Set up an Express application inside the packages folder:

mkdir server
cd server
npm init
npm install express

Excellent — we're more than halfway through! Congratulations on building a full-stack app already (a bit of connection needed though, from client to server).

Server + Client

Create an index.js on the server to serve some data at http://localhost:3000:

const express = require("express");
const app = express();
const PORT = 3000;
 
app.get("/", (req, res) => {
  res.json([
    { name: "John", age: 25 },
    { name: "Jane", age: 30 },
    { name: "Bob", age: 35 },
  ]);
});
 
app.listen(PORT, () => {
  console.log(`I am doing great and serving at ${PORT}`);
});

Add a start script in package.json:

"scripts": {
  "dev": "node index.js"
}

Now in the client, we use Vite's proxy to reach the backend without CORS issues. Add this to vite.config.ts:

import { defineConfig } from "vite";
import react from "@vitejs/plugin-react";
 
export default defineConfig({
  plugins: [react()],
  server: {
    port: 8080,
    strictPort: true,
    host: true,
    origin: "http://0.0.0.0:8080",
    proxy: {
      "/api": {
        target: "http://localhost:3000",
        changeOrigin: true,
        rewrite: (path: string) => path.replace(/^\/api/, ""),
      },
    },
  },
});

Nothing fancy — we run the frontend on port 8080 and proxy /api to http://localhost:3000.

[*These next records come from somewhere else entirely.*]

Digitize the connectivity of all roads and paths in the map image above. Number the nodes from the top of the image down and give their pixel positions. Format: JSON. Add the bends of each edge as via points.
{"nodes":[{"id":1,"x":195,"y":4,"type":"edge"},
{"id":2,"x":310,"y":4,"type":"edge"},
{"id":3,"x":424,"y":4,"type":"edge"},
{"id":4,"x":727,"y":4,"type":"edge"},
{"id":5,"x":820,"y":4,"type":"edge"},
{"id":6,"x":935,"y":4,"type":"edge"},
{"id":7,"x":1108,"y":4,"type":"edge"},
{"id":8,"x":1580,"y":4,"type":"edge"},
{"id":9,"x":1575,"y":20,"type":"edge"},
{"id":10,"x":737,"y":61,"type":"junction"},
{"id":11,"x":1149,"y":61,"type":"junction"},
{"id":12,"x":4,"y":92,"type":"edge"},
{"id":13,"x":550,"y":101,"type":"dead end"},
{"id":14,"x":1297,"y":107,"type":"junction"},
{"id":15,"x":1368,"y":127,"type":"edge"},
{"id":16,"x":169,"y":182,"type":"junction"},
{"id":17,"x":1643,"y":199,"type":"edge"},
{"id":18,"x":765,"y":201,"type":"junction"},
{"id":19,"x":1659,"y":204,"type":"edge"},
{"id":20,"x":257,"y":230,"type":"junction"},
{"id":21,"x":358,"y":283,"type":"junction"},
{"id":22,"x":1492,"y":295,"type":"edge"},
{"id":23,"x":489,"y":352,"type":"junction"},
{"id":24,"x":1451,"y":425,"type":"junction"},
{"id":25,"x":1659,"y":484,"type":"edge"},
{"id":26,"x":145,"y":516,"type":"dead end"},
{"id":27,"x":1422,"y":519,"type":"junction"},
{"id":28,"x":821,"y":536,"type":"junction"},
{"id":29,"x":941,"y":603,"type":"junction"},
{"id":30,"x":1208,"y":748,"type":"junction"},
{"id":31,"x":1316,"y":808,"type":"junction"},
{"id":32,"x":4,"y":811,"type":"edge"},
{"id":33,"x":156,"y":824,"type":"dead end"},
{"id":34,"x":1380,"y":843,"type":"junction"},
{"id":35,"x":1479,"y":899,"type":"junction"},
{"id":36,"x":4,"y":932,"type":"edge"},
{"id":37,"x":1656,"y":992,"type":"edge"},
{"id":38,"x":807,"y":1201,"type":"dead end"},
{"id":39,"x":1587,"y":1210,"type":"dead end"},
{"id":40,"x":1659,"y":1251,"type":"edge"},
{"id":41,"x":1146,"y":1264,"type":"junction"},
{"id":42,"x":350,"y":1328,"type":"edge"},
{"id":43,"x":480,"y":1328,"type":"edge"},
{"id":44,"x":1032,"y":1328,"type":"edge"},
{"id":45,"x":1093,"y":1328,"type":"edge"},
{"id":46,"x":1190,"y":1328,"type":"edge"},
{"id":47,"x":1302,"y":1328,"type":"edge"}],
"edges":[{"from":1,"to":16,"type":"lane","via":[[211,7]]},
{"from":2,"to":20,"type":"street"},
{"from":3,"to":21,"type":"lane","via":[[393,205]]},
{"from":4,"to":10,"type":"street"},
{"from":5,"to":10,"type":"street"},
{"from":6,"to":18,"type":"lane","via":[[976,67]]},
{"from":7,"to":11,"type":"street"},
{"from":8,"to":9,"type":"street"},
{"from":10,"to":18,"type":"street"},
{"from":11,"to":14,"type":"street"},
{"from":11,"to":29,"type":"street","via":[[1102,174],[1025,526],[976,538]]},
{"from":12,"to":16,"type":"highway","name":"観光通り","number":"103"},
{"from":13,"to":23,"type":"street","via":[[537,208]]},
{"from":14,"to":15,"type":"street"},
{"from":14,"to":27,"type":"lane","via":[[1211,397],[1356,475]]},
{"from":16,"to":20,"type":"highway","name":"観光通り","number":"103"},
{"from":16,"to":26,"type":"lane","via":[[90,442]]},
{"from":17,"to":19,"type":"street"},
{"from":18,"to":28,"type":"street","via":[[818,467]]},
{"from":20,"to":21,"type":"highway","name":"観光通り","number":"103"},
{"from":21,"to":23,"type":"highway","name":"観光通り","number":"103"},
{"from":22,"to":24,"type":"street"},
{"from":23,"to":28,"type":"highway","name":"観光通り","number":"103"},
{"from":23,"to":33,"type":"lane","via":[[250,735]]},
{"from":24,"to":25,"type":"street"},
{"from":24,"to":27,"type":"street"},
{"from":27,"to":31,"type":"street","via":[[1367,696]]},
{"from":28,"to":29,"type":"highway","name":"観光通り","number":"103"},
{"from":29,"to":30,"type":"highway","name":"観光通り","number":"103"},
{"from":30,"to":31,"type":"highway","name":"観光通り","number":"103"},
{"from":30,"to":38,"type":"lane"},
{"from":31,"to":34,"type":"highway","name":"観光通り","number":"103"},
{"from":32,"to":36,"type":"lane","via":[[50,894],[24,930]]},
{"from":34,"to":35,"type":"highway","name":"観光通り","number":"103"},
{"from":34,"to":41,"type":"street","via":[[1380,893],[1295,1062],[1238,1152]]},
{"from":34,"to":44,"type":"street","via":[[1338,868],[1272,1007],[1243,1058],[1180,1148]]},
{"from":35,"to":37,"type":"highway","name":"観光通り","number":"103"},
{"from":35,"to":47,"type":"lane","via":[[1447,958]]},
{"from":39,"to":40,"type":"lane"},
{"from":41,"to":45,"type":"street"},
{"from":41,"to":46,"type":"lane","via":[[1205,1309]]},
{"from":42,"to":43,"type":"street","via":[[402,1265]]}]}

Now in App.tsx, fetch the data:

import { useEffect, useState } from "react";
 
function App() {
  const [data, setData] = useState<any>(null);
 
  useEffect(() => {
    const fetchData = async () => {
      const response = await fetch("/api");
      const data = await response.json();
      setData(data);
    };
    fetchData();
  }, []);
 
  return <>{data && <pre>{JSON.stringify(data, null, 2)}</pre>}</>;
}
 
export default App;

This is now a full-stack app! However, let's enhance the dev experience with pnpm and Docker.

Enhancements

Run both client and server with a single command from the workspace root:

"scripts": {
  "client": "pnpm --filter \"client\" run dev",
  "server": "pnpm --filter \"server\" run dev",
  "app": "pnpm run client & pnpm run server"
}

Dockerfile for client

FROM node:latest
WORKDIR /app/client
COPY package.json .
RUN npm install
COPY . .
EXPOSE 8080
CMD ["npm","run", "dev"]

Dockerfile for server

FROM node:latest
WORKDIR /app/server
COPY package.json .
RUN npm install
COPY . .
EXPOSE 3000
CMD ["npm","run", "dev"]

Before the docker-compose file, tweak vite.config.ts to target the Docker container name instead of localhost:

export default defineConfig({
  plugins: [react()],
  server: {
    port: 8080,
    strictPort: true,
    host: true,
    origin: "http://0.0.0.0:8080",
    proxy: {
      "/api": {
        target:
          process.env.NODE_ENV === "docker"
            ? "http://server_c:3000"
            : "http://localhost:3000",
        changeOrigin: true,
        rewrite: (path: string) => path.replace(/^\/api/, ""),
      },
    },
  },
});

docker-compose

services:
  client:
    build: ./packages/client
    container_name: client_c
    ports:
      - "8080:8080"
    environment:
      - NODE_ENV=docker
 
  server:
    build: ./packages/server
    container_name: server_c
    ports:
      - "3000:3000"

Run it:

docker-compose up

This covers a full-stack monorepo setup with pnpm workspaces, React, Express, and Docker. It's well maintainable, well structured, and most importantly — you can start everything with a single command.